Complicações da EBRT
Complicações agudas: As reacções de grau 1 a 2 são comuns, cerca de 80 ou mais, e incluem faringite, mucosite, boca seca, alterações de sabor, disfagia, deglutição dolorosa, e dermatite por radiação.
Reacções acima do grau 3 são raras, com a maior incidência de faringite (<10) e o resto das reacções <5.
As complicações a longo prazo incluem fibrose cutânea e muscular, estenose esofagotraqueal, estenose faríngea levando à disfagia, esclerose da artéria carótida interna, e segundo cancro primário.
VII. tratamento sistémico do cancro da tiróide
O tratamento médico tradicional é principalmente a quimioterapia, enquanto que a terapia orientada e a imunoterapia são novos tratamentos sistémicos que surgiram nos últimos anos. Para DTC e MCT, a quimioterapia é ineficaz, enquanto que a terapia orientada é eficaz até certo ponto. O principal tratamento médico para o ATC é a quimioterapia, enquanto que a terapia orientada tem alguma eficácia.

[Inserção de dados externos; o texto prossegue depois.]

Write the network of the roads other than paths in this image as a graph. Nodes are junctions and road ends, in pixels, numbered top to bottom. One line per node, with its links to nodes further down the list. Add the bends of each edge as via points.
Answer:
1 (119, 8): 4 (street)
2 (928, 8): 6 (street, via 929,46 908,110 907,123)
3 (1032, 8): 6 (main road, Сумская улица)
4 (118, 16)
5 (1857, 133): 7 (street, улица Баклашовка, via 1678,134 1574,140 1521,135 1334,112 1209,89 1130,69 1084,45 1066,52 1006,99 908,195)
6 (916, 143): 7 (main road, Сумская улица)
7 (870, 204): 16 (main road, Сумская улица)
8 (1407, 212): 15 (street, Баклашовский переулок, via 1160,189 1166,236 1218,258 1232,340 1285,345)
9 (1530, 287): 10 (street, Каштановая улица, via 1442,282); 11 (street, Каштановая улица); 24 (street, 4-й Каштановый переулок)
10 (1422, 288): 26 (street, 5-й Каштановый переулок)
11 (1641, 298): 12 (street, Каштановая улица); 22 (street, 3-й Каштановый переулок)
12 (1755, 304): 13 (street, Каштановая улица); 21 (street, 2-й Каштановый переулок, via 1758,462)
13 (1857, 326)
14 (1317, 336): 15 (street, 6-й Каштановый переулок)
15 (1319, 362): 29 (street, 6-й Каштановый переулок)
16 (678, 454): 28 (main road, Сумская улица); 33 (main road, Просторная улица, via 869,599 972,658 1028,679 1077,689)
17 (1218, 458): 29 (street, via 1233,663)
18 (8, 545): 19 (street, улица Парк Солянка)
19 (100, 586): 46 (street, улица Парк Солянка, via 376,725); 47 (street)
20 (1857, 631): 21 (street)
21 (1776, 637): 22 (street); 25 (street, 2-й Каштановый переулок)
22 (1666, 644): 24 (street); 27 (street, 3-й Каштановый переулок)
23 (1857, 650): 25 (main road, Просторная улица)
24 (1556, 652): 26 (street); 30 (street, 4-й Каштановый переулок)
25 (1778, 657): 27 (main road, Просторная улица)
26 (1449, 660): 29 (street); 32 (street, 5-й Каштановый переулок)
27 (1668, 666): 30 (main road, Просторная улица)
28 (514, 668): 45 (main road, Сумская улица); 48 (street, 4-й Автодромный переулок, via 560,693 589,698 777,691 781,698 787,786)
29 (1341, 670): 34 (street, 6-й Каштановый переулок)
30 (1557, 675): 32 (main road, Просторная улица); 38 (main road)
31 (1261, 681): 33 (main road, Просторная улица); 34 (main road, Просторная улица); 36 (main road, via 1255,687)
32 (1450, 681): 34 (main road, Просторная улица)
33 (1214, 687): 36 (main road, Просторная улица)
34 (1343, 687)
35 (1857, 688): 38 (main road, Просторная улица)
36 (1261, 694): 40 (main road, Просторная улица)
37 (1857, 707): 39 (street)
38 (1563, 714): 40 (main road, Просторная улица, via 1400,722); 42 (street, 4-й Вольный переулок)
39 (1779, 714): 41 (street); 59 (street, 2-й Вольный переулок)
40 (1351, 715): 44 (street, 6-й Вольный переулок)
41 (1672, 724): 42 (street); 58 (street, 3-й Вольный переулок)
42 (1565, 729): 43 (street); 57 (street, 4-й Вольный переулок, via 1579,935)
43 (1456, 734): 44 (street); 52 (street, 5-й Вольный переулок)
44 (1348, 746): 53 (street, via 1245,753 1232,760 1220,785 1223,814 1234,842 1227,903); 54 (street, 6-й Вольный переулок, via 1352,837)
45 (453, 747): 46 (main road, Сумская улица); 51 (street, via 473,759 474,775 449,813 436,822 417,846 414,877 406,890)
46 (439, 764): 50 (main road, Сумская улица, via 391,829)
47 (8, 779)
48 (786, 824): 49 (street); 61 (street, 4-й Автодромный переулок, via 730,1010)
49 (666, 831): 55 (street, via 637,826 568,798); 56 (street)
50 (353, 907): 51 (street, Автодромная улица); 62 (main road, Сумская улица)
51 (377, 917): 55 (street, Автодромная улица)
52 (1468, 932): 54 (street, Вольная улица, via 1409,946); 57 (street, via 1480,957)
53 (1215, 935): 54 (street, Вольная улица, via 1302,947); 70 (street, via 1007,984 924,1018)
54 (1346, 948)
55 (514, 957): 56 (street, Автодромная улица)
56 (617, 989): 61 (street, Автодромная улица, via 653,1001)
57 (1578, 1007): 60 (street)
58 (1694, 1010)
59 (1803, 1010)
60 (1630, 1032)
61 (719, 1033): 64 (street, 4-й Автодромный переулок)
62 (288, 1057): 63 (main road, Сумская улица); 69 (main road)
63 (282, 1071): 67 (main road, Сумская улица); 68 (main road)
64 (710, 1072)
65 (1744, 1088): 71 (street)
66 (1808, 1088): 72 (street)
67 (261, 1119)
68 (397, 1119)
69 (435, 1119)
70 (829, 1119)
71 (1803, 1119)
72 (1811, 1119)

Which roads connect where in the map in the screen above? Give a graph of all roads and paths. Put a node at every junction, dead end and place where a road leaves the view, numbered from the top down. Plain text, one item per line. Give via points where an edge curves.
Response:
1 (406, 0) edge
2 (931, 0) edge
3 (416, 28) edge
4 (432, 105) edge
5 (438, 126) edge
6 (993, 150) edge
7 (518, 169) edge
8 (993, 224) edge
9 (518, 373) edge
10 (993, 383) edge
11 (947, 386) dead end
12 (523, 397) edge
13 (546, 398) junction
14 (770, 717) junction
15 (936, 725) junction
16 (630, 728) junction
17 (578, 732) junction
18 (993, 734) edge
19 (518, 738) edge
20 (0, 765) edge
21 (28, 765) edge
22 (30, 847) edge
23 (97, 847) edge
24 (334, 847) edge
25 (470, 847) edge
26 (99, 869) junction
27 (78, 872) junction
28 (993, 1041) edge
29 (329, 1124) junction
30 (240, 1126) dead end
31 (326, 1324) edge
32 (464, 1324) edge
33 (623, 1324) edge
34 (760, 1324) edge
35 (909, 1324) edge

(i) Terapia com alvos moleculares.
O cancro diferenciado da tiróide tem alta expressão do factor de crescimento endotelial vascular e dos seus receptores, bem como alterações genéticas como a mutação BRAFV600E, rearranjo RET e mutação de pontos RAS. Os inibidores multicinase que actuam sobre estes alvos podem prolongar a sobrevivência sem progressão mediana e resultar na contracção do tumor em alguns pacientes.
O inibidor multikinase sorafenibe pode ser considerado para doentes com cancro da tiróide diferenciado, sintomático, avançado e refractário da radioiodina. As indicações para o sorafenibe na China são: cancro progressivo da tiróide diferenciado por radioiodo com recidiva local ou metástase.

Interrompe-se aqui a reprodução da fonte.